### [DATA FOR THIS EXERCISE]

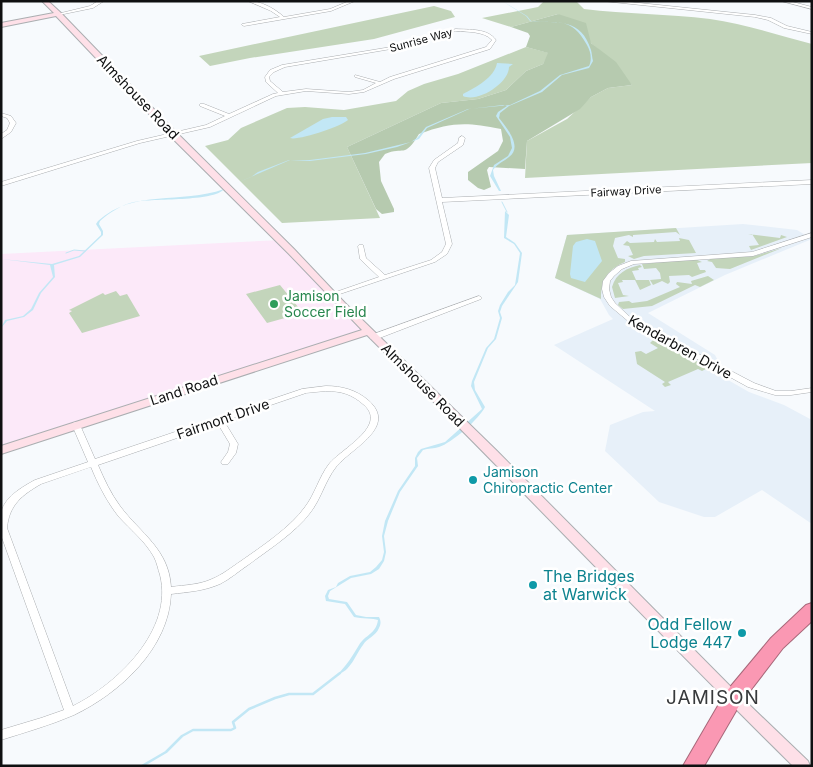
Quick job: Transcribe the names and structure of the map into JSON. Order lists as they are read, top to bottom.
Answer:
{
  "streets": {
    "main road": ["Almshouse Road", "Land Road"],
    "street": [
      "Sunrise Way",
      "Fairway Drive",
      "Kendarbren Drive",
      "Fairmont Drive"
    ]
  },
  "crossings": [
    ["Sunrise Way", "Almshouse Road"],
    ["Almshouse Road", "Land Road"]
  ],
  "districts": ["JAMISON"],
  "places": [
    "Jamison Soccer Field",
    "Jamison Chiropractic Center",
    "The Bridges at Warwick",
    "Odd Fellow Lodge 447"
  ]
}
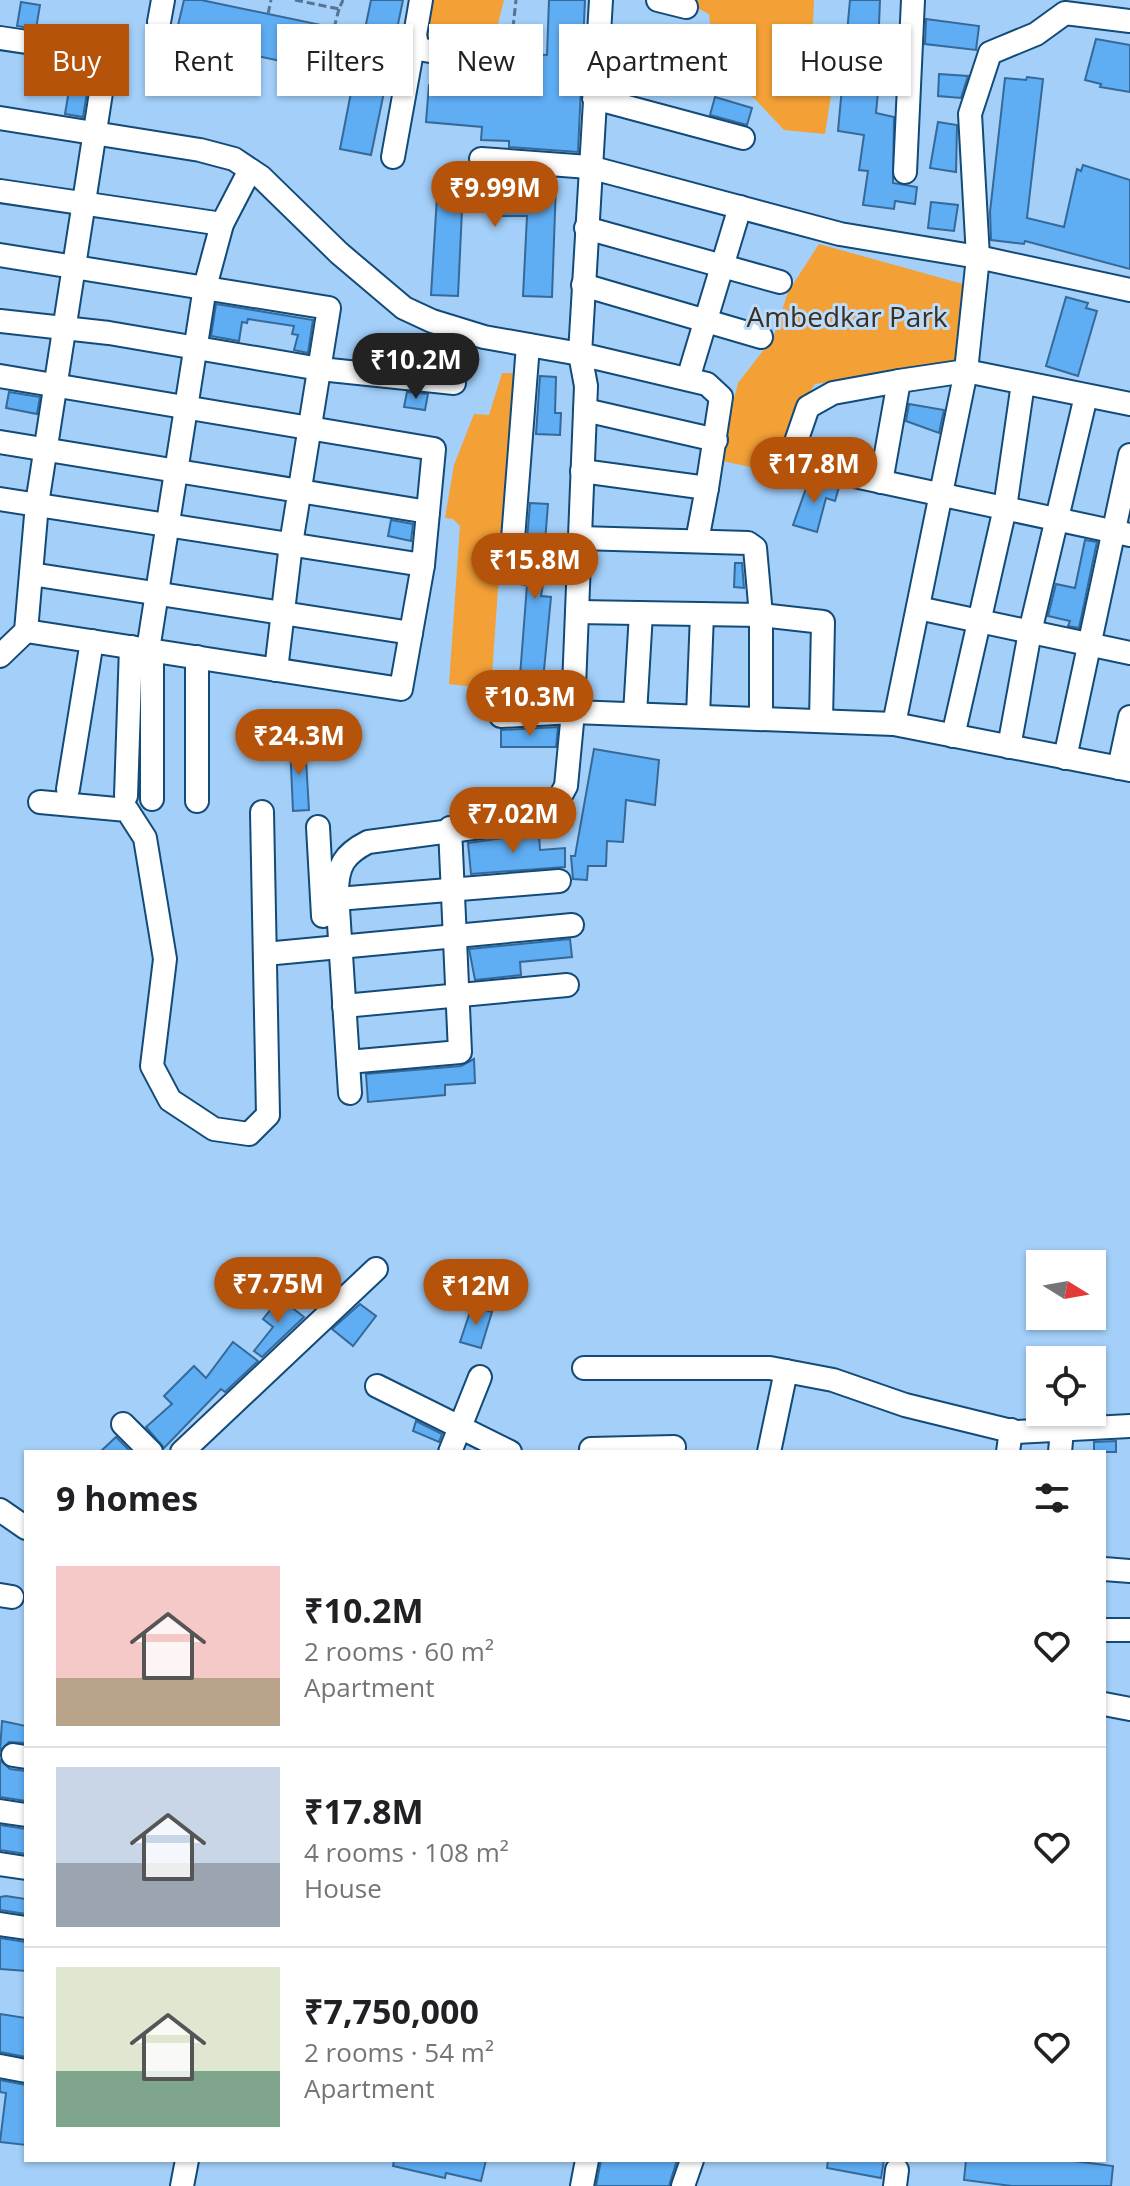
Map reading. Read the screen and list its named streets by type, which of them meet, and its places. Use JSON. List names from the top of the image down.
{
  "parks": ["Ambedkar Park"],
  "north": "right",
  "page": {
    "chip": [
      "Buy",
      "Rent",
      "Filters",
      "New",
      "Apartment",
      "House"
    ],
    "price": [
      "₹9.99M",
      "₹10.2M",
      "₹17.8M",
      "₹15.8M",
      "₹10.3M",
      "₹24.3M",
      "₹7.02M",
      "₹7.75M",
      "₹12M"
    ],
    "heading": "9 homes",
    "list": [
      {
        "name": "₹10.2M",
        "note": "2 rooms · 60 m² · Apartment"
      },
      {
        "name": "₹17.8M",
        "note": "4 rooms · 108 m² · House"
      },
      {
        "name": "₹7,750,000",
        "note": "2 rooms · 54 m² · Apartment"
      }
    ]
  }
}
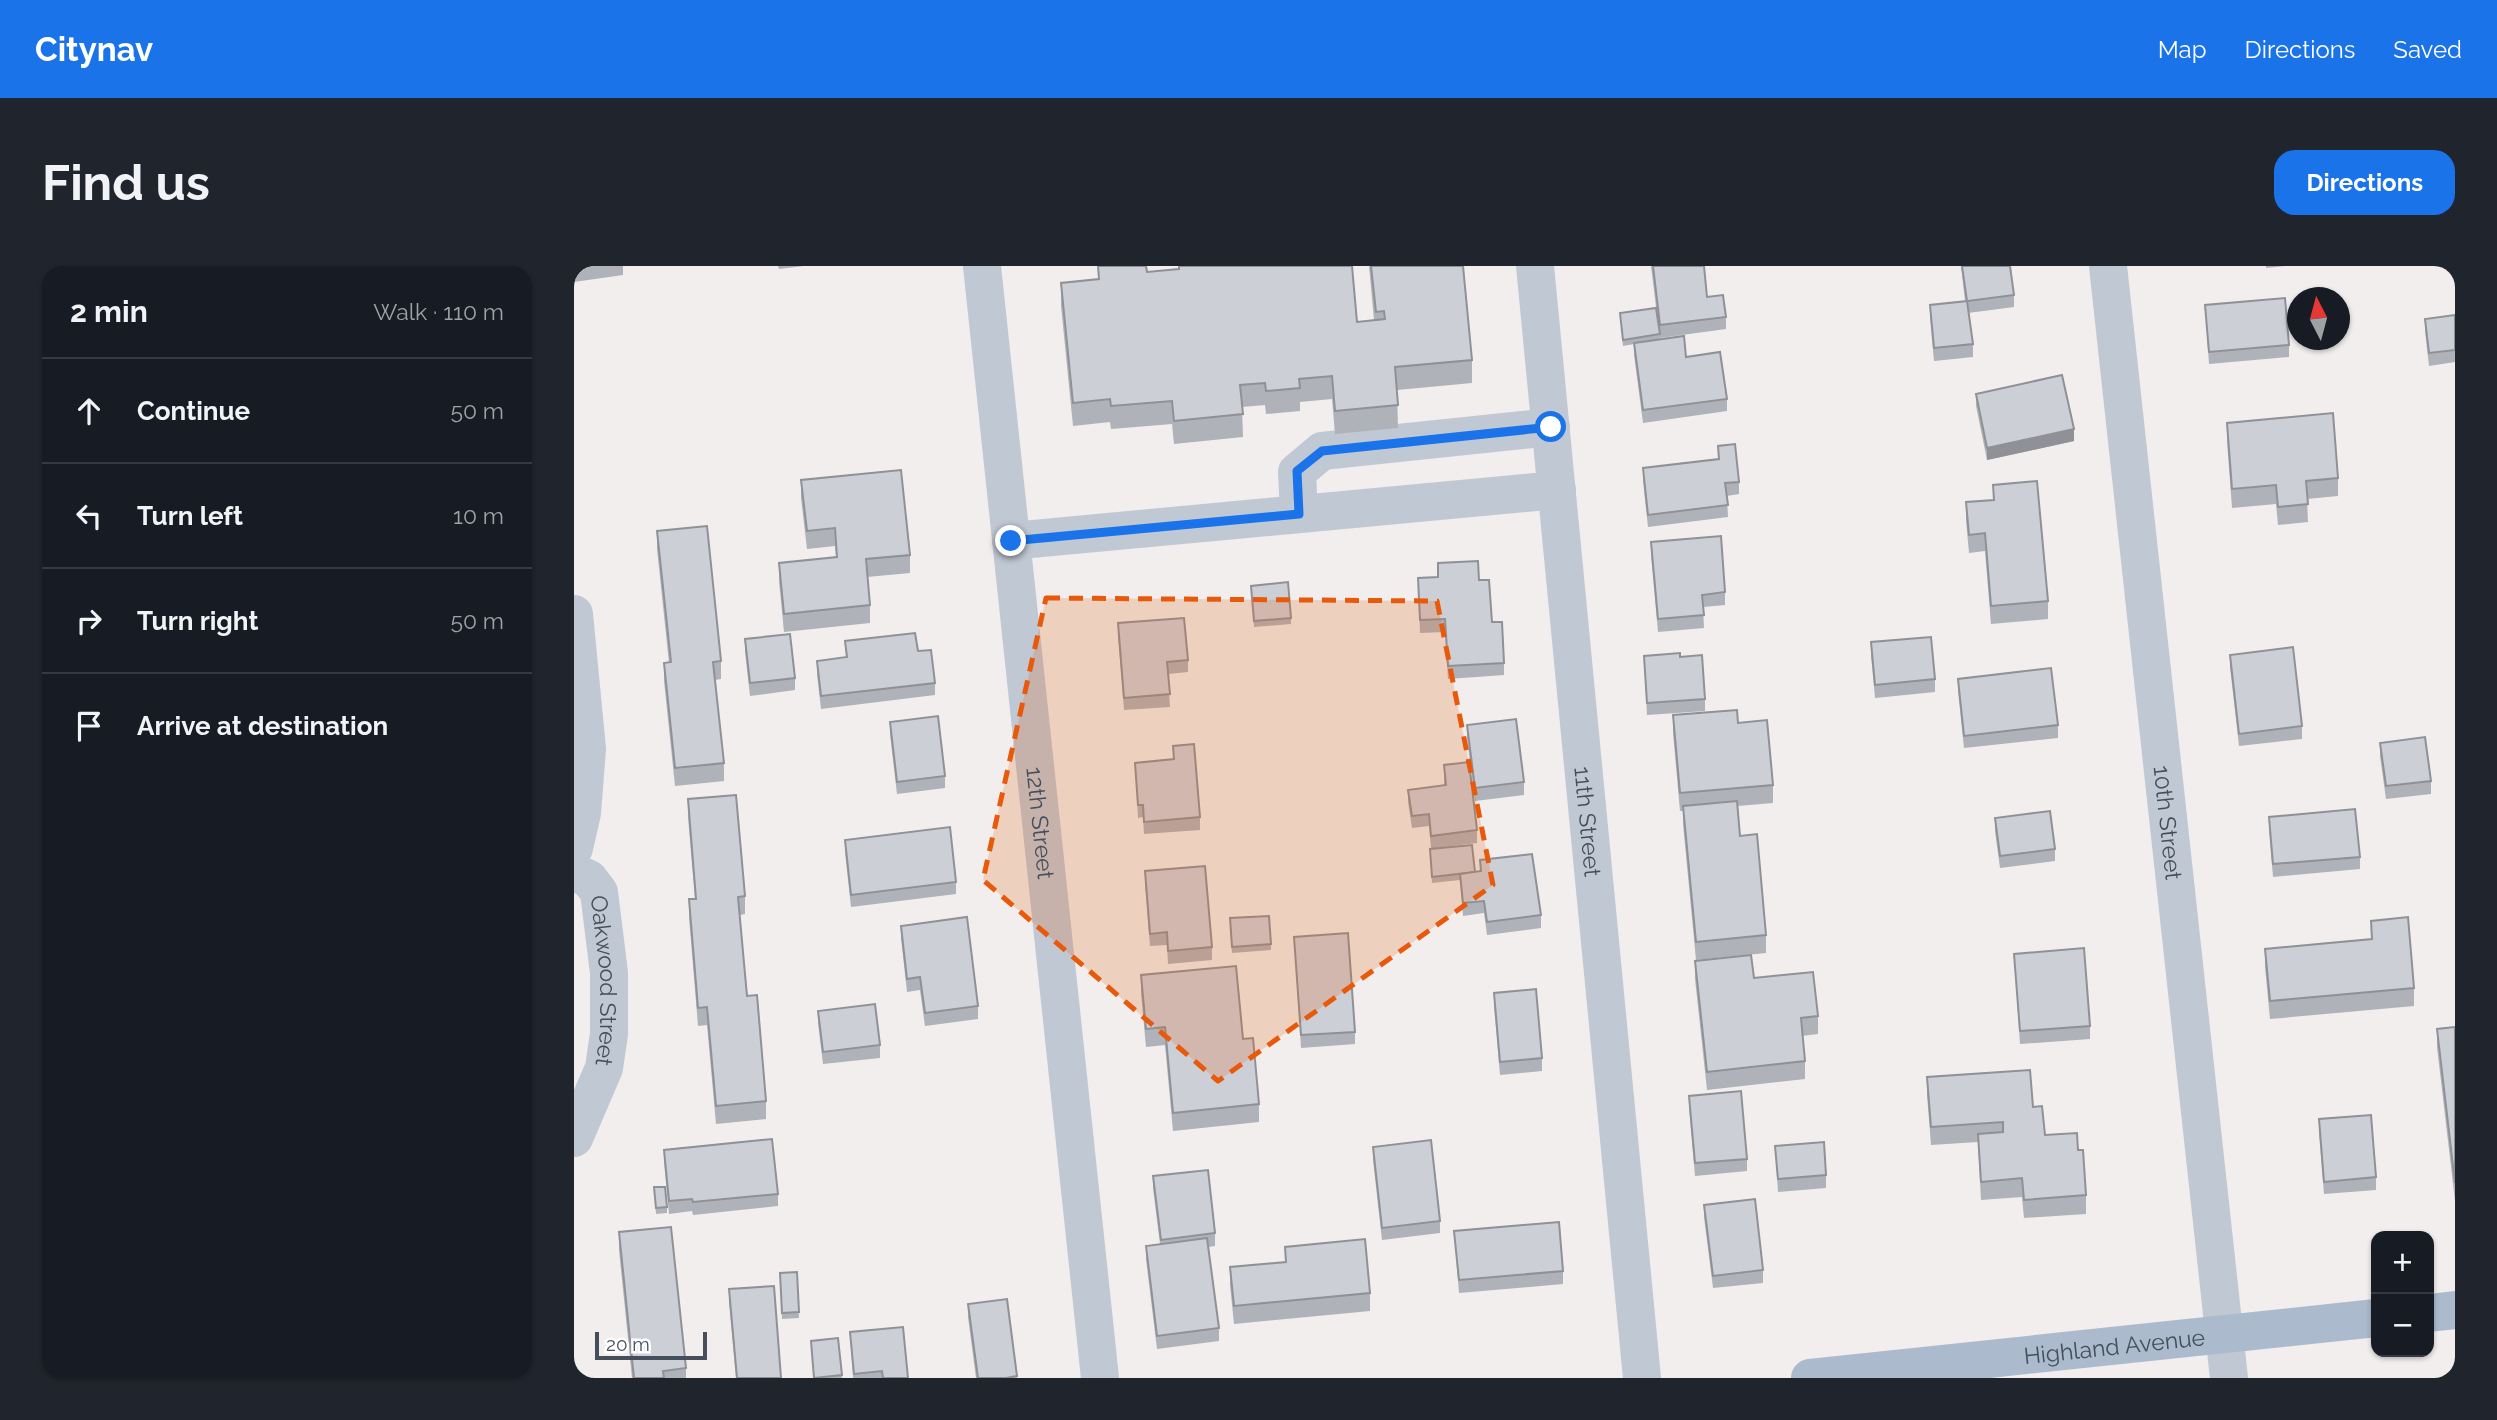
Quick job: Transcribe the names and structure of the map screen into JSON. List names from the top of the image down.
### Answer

### [YOUR INSTRUCTIONS]
Wherever the string "Quick" turns up in the material, copy the whole line.

### [EXERCISE RESULT]
Quick job: Transcribe the names and structure of the map into JSON. Order lists as they are read, top to bottom.
Quick job: Transcribe the names and structure of the map screen into JSON. List names from the top of the image down.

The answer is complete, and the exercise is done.